Lorsqu'elle se retrouve seule dans le couloir sombre cependant, toute sa tristesse l'envahit comme une brume de sable qu'elle voyait arriver depuis des semaines mais préférait ignorer. Maintenant qu'elle en est si prêt, l'idée qu'elle va abandonner ce petit être si pur et naïf lui parait insoutenable.
⁂⁂⁂
"- Lucas ? Tu devrais rentrer, tu vas attraper froid.
- Je t'ai déjà dis que je détestais l'orage ?"
Barbara le fixa, incertaine face à la démarche à adopter. Voilà plusieurs dizaines de minutes qu'il avait disparu de son salon, et usuellement lorsque cela arrivait il était toujours sur le balcon. Sauf que le ciel ce soir n'y était pas propice du tout : le déchaînement des éléments créait un vacarme intense, addition de la pluie, du vent et du tonnerre. Le spectacle qui s'offrait à eux serait presque apocalyptique tant la violence des lumières et des sons n'admettait aucun répit. La jeune fille n'avait pas l'habitude de se retrouver seule avec lui, encore moins quand il avait l'air perdu comme ça. Elle frissonna un peu en s'approchant de lui, et lui adressa un sourire qu'elle espérait encourageant.
"- Tout va bien ?"
Il haussa les épaules, comme soudain de nouveau propulsé dans la réalité.
"- Ça va aller t'en fais pas, tu devrais rentrer, tu vas attraper froid.
- Tu sais que c'est exactement ce que je viens de te dire ?"
Elle tenta un rire qui ne trouva pas public, et posa une main sur son épaule.
"- Tu as peur de l'orage ?
- Non, pas vraiment."
Il était rare que Lucas soit aussi froid avec elle, et cela l'inquiétait un peu, mais elle avait vraiment peur de ne faire plus de mal que de bien en le poussant à se confier. Elle laissa tout de même parler le souvenir qui venait de lui remonter.
"- Quand j'étais plus jeune, avec mon petit frère, on était persuadés que notre maison était hantée. Un soir on avait décidé de mener une enquête parce que nos parents étaient sortis pour la soirée, t'aurais du nous voir avec ma lampe torche et lui qui se cachait derrière moi au moindre bruit quand on est descendus dans la cave... Evidemment, on a rien trouvé qui pourrait expliquer les bruits bizarres qu'on entendait toutes les nuits, mes parents affirmaient que c'était des souris dans le plafond mais on les croyait pas, tu vois.
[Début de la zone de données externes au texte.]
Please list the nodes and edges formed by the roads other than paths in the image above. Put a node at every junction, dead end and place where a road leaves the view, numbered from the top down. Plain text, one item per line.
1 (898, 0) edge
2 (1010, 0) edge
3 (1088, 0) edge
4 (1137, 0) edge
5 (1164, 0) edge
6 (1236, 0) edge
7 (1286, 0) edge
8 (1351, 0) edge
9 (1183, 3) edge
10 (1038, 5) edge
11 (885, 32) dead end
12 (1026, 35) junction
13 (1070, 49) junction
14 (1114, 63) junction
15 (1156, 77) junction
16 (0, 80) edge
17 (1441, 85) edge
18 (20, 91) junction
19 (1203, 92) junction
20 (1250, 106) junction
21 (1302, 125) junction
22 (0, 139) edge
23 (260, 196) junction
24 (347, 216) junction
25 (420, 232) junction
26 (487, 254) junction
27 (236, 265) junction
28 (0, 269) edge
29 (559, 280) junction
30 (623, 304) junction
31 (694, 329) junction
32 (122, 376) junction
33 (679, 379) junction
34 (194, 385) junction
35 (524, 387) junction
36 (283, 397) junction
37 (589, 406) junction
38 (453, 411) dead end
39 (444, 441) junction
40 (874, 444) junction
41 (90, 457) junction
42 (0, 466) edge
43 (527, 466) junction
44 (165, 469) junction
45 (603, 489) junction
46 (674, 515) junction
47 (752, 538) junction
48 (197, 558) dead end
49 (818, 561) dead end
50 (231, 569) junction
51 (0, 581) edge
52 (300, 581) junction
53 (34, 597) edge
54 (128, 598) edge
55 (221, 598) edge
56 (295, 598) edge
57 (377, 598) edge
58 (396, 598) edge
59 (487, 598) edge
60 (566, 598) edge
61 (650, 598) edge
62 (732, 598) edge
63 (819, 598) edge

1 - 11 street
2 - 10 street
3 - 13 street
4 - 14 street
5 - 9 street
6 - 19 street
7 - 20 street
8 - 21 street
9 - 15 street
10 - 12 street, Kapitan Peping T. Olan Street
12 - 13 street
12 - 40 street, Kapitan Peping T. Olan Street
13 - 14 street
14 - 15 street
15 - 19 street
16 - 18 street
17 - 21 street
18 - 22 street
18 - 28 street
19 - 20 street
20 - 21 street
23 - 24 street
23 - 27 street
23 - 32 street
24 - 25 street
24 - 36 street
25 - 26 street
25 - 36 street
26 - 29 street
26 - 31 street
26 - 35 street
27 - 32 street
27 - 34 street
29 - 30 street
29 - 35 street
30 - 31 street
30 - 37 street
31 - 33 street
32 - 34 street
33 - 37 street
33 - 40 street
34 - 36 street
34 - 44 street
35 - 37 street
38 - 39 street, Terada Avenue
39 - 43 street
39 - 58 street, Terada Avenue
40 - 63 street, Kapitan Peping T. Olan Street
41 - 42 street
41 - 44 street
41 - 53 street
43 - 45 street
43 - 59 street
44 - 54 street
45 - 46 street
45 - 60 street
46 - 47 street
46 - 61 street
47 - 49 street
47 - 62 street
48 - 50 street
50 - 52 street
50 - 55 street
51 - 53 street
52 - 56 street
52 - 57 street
Ouais on a rien trouvé mais la porte s'était refermée derrière nous, et on s'est retrouvé bloqués dans la cave à pleurer jusqu'à ce que nos parents rentrent... On s'en est juste sortis avec une énorme peur du noir, qui a tendance à persister un peu trop pour mon grand âge, soupira-t-elle."
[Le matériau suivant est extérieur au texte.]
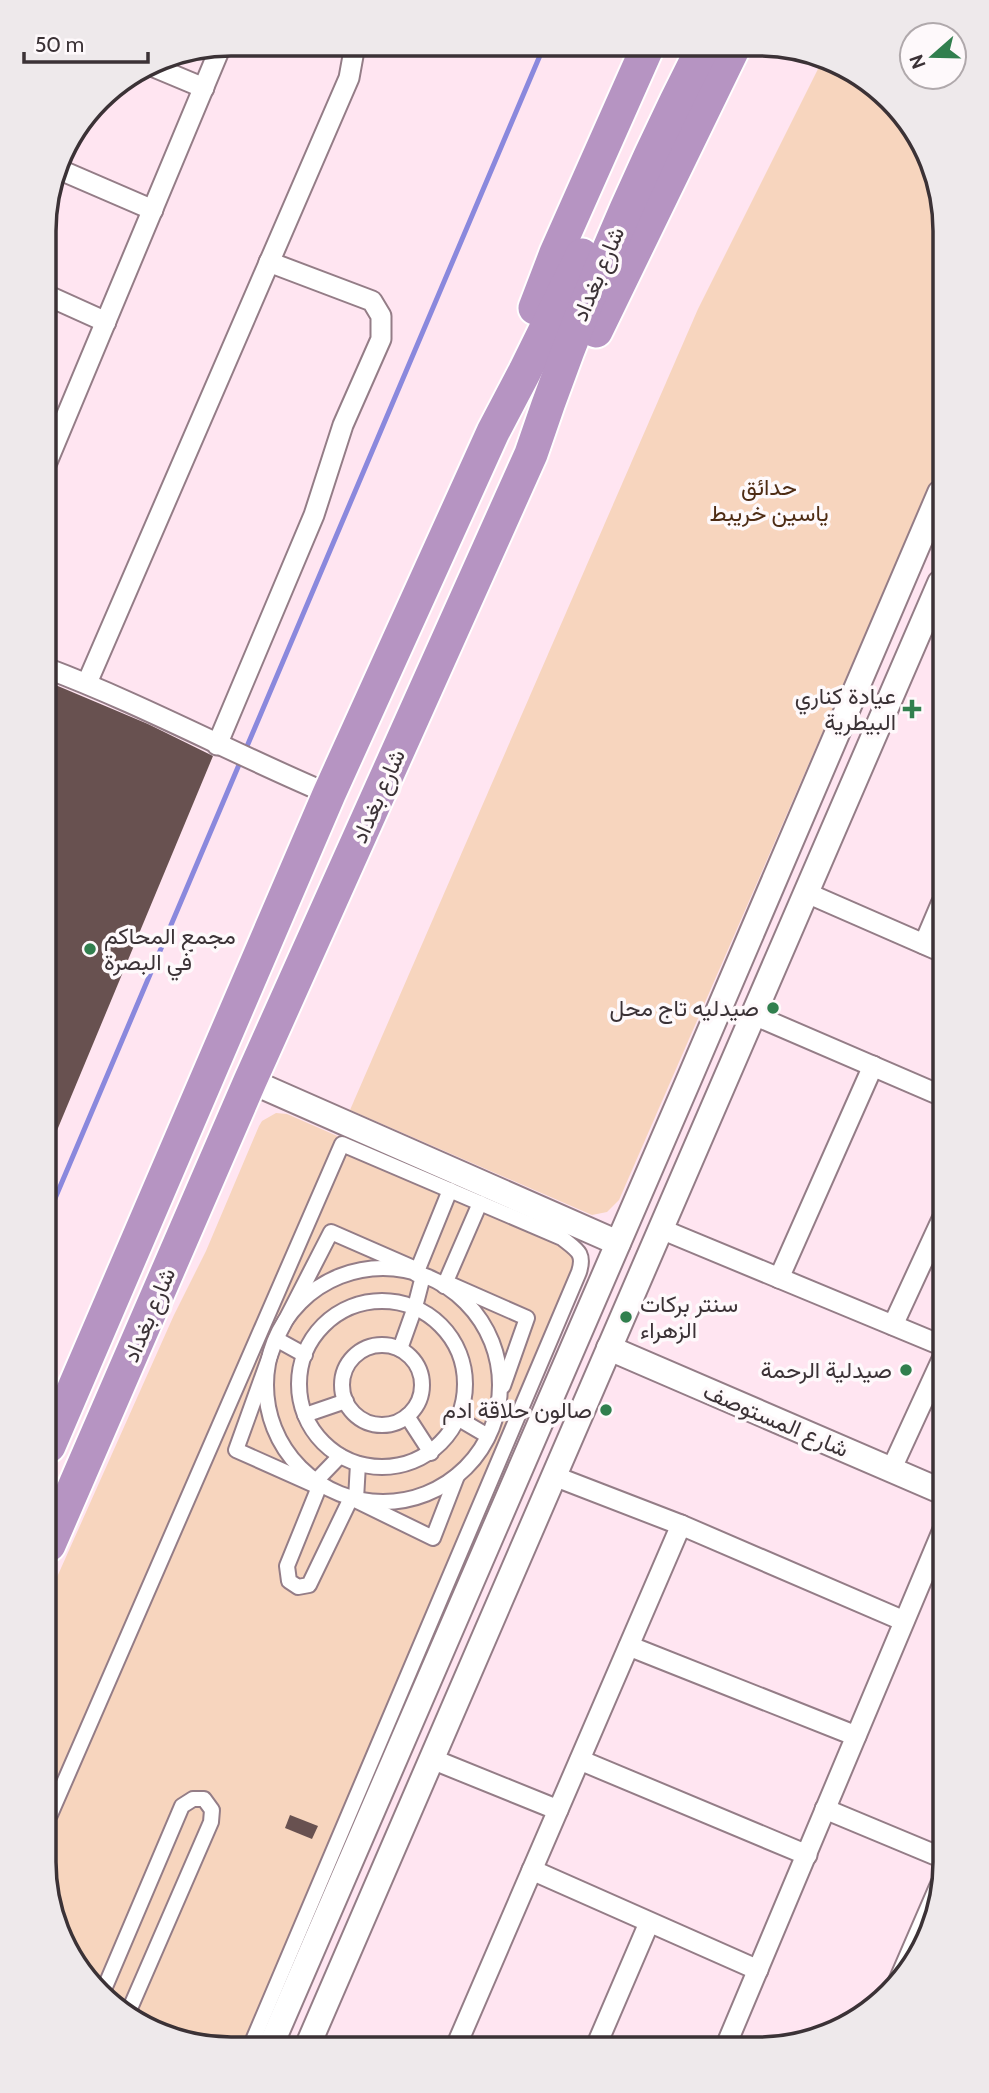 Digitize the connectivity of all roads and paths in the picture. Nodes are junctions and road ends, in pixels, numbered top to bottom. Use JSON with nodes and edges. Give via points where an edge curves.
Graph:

Il la regarda en souriant tristement, puis redirigea son attention sur l'extérieur, et elle se dit qu'elle allait laisser tomber et rentrer au chaud lorsqu'il répéta :
"- J'ai pas vraiment peur de l'orage."
Alors elle se figea et attendit simplement qu'il continue, en espérant qu'il n'allait pas mettre trop longtemps à se décider parce qu'il faisait vraiment froid sous la pluie.
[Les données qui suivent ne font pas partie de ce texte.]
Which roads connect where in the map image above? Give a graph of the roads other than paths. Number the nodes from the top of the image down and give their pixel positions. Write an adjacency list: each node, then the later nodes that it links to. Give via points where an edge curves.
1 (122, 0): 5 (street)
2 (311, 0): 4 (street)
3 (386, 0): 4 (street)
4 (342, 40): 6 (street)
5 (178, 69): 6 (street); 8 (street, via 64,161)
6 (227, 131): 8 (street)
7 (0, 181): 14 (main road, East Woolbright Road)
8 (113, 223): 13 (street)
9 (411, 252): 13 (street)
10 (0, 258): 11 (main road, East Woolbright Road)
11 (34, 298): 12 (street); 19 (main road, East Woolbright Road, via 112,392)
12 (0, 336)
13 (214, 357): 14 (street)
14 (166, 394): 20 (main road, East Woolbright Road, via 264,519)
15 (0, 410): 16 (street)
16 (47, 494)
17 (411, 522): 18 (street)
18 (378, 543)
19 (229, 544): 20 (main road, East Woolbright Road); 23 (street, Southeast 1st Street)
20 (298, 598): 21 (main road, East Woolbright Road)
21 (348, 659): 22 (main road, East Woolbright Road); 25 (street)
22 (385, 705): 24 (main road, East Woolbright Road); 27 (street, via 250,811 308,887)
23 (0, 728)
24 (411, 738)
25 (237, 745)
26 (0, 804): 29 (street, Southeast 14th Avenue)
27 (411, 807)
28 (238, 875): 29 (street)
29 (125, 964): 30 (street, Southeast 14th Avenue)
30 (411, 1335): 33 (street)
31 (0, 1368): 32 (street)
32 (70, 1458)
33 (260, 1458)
"- En fait c'est un peu comme toi, finit-il par souffler, ça me rappelle trop de mauvais souvenirs. Quand j'étais petit j'en avais peur, et ma mère venait toujours me rassurer. Aujourd'hui elle est plus là... pour ça."
Elle réalisa soudainement que c'était bien la première fois qu'elle l'entendait parler de sa mère. Lucas évoquait parfois son père, dans des anecdotes ou simplement pour dire qu'il allait lui rendre visite, mais jamais, jamais il n'avait mentionné l'existence d'une maman, et elle ne l'avait jamais noté avant. Était-elle décédée ? Elle ne voulait pas poser la question, cela lui paraissait indiscret et brusque, mais elle ne savait pas vraiment quoi répondre non plus.
"- Mais qu'est-ce que vous foutez dehors par ce temps ?"
La jeune fille ne pu s'empêcher de pousser un soupir de soulagement en réalisant qu'on venait enfin la sauver de ce long moment embarrassant, et se retourna pour sourire à Alexandra, qui était, semble-t-il, partie à sa recherche bien vite. Elle en eut le cœur réchauffé, et ce sentiment ne pu que s'accroître lorsque son amie la tira à l'intérieur, enfin suivie par le blond qui avait eu son lot de tempêtes. La nouvelle venue les interrogea du regard, tentant probablement de comprendre ce qu'elle venait d'interrompre, mais Barbara aurait été bien incapable de répondre tant elle était perplexe. Et le garçon gardait le regard figé devant lui, vide et...éteint.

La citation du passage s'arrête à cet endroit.